**Problem to work on:** In the data below, how many lines include the string "roads"? Give only the number.

[Stored data]
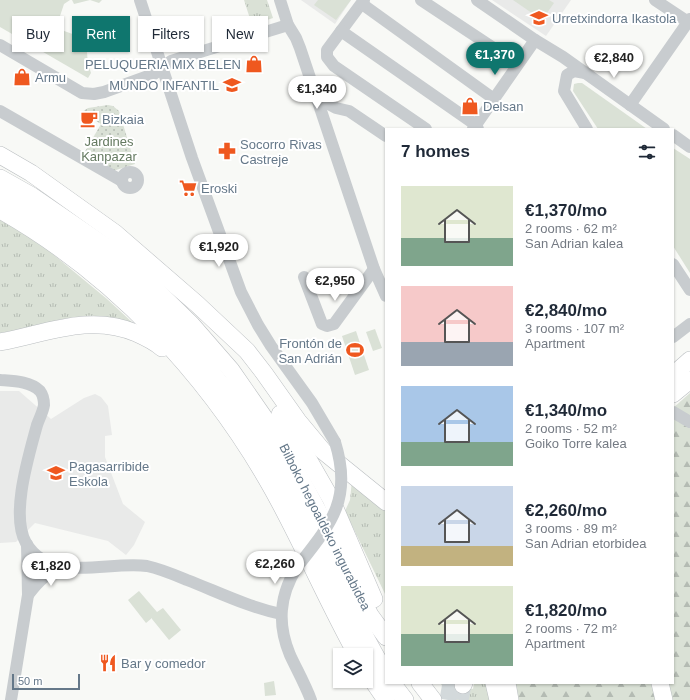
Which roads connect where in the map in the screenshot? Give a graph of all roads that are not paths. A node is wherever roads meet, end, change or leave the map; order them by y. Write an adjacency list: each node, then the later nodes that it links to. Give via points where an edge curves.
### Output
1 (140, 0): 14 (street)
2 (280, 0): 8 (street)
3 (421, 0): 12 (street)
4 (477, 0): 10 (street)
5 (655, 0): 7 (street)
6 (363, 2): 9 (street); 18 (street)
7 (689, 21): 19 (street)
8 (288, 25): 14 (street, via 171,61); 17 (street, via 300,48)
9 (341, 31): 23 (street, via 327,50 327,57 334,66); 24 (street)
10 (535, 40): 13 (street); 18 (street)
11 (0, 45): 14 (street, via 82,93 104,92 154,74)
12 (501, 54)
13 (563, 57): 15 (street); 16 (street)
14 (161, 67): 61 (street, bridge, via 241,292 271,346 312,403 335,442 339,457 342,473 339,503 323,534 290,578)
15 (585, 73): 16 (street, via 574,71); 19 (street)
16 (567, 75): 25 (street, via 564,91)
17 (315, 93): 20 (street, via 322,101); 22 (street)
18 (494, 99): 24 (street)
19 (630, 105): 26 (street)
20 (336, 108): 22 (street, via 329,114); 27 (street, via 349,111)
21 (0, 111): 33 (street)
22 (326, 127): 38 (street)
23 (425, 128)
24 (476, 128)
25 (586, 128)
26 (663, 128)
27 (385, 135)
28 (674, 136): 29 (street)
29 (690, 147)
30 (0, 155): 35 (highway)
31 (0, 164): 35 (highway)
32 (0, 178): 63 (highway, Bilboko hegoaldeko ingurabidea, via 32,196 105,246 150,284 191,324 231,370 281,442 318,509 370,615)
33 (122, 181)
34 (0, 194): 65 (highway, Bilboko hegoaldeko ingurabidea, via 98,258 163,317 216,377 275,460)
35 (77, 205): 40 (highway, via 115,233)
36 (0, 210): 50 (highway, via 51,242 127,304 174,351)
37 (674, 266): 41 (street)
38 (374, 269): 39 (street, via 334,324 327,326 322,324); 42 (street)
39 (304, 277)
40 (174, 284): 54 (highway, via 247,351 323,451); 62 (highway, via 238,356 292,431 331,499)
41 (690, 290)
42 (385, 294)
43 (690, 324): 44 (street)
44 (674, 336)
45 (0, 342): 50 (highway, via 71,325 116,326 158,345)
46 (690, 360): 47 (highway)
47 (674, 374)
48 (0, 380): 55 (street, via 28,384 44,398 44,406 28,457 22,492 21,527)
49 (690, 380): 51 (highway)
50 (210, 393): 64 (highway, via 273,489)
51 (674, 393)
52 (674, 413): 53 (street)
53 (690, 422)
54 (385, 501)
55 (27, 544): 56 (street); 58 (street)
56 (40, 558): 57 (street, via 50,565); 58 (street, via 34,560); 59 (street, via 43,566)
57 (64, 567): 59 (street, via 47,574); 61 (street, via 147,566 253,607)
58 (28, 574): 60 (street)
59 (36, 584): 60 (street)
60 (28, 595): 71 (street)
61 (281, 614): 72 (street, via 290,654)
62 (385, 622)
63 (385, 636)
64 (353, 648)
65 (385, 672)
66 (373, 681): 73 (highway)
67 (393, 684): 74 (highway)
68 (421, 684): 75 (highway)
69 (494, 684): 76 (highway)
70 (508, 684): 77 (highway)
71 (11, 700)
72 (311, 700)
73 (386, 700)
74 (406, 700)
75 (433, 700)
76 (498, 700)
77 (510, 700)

...

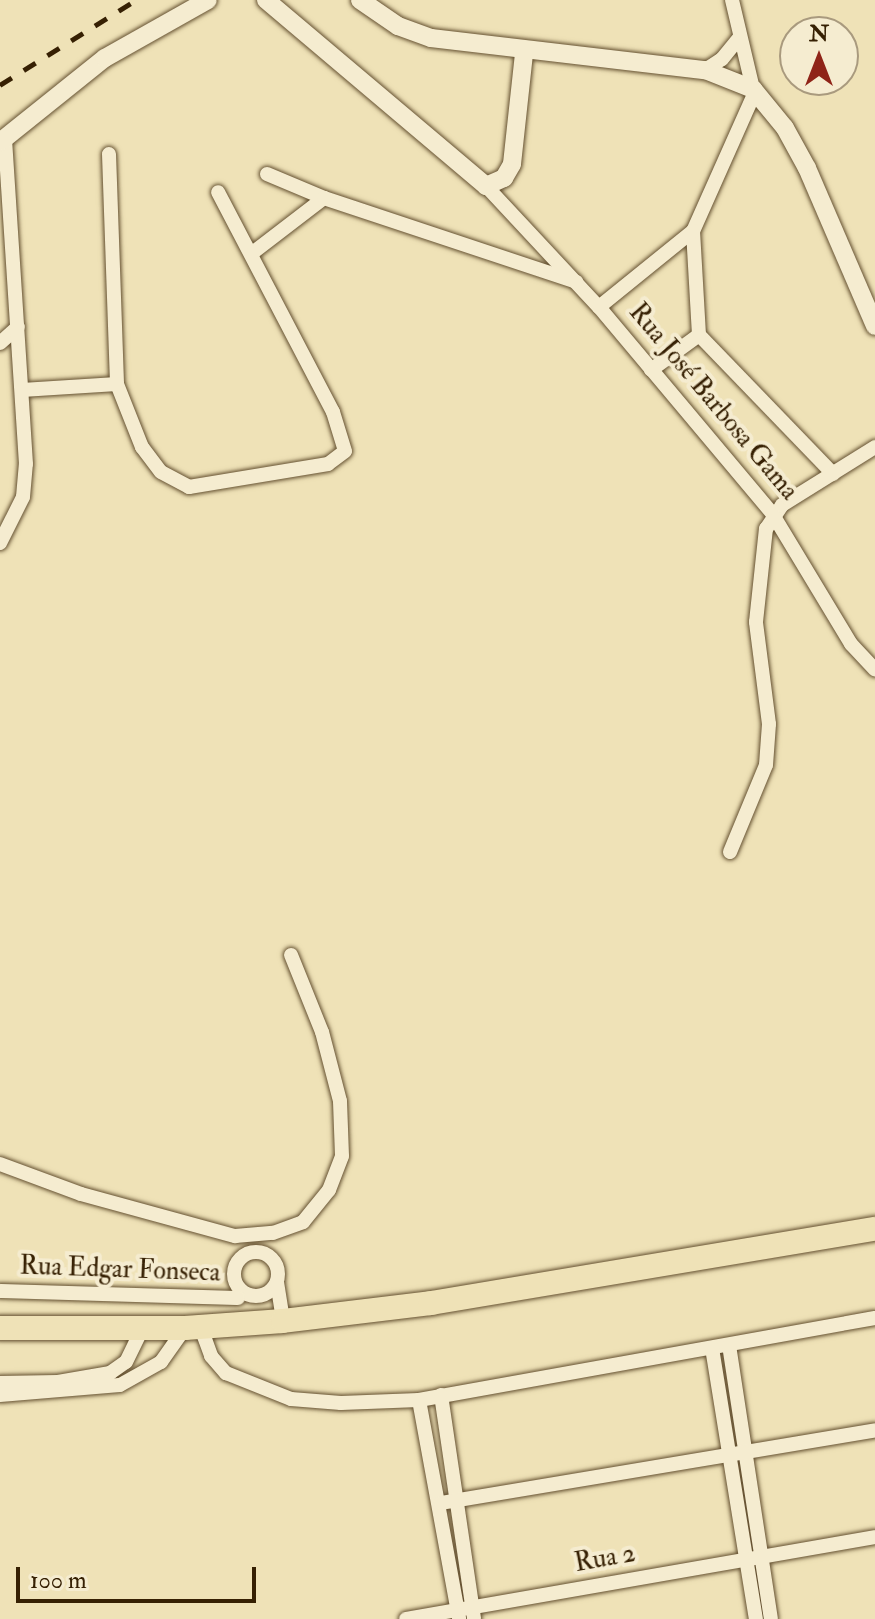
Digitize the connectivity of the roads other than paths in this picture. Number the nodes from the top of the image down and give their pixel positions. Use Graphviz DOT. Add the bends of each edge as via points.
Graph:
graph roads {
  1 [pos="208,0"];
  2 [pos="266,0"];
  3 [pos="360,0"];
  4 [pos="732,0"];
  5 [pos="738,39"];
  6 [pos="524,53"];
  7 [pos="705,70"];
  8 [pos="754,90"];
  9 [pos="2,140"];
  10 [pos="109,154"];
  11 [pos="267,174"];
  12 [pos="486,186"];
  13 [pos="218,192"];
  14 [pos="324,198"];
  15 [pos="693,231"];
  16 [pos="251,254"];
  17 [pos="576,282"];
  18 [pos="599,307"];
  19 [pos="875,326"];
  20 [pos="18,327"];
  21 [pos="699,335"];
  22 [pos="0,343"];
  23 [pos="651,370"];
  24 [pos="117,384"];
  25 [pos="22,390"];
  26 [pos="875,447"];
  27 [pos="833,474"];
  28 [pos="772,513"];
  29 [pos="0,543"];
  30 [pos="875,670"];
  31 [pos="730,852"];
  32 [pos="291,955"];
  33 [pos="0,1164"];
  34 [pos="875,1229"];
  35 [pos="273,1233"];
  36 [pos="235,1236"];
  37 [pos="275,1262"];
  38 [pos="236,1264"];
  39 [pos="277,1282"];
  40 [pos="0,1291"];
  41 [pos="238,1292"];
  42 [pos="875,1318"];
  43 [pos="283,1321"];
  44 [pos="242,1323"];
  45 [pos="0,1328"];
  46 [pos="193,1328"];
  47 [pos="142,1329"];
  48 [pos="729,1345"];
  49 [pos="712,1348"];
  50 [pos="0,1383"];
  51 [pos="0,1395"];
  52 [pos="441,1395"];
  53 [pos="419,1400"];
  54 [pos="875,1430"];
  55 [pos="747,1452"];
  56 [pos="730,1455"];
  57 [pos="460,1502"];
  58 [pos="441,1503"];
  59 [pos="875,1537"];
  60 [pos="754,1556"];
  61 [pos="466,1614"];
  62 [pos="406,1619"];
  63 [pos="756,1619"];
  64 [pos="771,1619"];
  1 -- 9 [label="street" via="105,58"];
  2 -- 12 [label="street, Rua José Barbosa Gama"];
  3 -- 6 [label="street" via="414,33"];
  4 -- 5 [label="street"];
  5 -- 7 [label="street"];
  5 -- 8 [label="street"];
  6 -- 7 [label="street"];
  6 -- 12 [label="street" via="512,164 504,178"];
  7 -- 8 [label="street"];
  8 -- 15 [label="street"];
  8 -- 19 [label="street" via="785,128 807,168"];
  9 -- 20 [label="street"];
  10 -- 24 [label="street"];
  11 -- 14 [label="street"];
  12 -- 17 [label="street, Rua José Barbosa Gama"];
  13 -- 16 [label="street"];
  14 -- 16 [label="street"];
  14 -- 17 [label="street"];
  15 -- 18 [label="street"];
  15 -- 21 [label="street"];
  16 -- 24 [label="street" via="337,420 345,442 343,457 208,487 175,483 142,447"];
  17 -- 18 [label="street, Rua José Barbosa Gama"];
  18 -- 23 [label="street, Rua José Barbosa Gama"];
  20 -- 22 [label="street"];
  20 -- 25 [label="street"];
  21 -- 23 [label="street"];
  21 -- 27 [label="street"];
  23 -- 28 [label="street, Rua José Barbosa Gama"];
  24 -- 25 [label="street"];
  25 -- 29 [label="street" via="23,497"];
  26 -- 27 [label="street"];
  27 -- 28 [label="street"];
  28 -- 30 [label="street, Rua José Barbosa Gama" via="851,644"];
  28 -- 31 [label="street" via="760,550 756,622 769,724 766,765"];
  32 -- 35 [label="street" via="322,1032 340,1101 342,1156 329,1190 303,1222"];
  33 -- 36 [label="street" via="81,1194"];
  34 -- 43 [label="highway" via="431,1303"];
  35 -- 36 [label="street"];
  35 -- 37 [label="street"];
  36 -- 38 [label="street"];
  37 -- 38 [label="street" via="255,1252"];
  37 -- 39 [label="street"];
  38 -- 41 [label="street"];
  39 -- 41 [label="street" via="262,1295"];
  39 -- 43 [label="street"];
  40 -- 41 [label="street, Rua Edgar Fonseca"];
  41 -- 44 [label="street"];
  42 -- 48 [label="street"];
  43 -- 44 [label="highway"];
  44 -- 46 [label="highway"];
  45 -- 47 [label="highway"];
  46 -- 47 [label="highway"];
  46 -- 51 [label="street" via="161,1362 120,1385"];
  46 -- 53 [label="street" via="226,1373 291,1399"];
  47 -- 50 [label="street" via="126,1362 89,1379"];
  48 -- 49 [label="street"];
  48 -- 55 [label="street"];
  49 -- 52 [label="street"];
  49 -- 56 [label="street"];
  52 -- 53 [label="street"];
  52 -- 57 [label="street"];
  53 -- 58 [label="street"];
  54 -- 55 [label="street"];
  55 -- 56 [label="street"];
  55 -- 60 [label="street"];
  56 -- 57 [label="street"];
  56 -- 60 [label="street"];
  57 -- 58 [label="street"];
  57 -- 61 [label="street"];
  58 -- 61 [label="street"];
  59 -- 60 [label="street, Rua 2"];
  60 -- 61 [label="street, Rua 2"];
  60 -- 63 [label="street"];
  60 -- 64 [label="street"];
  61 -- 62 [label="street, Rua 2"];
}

**Expected output:** 3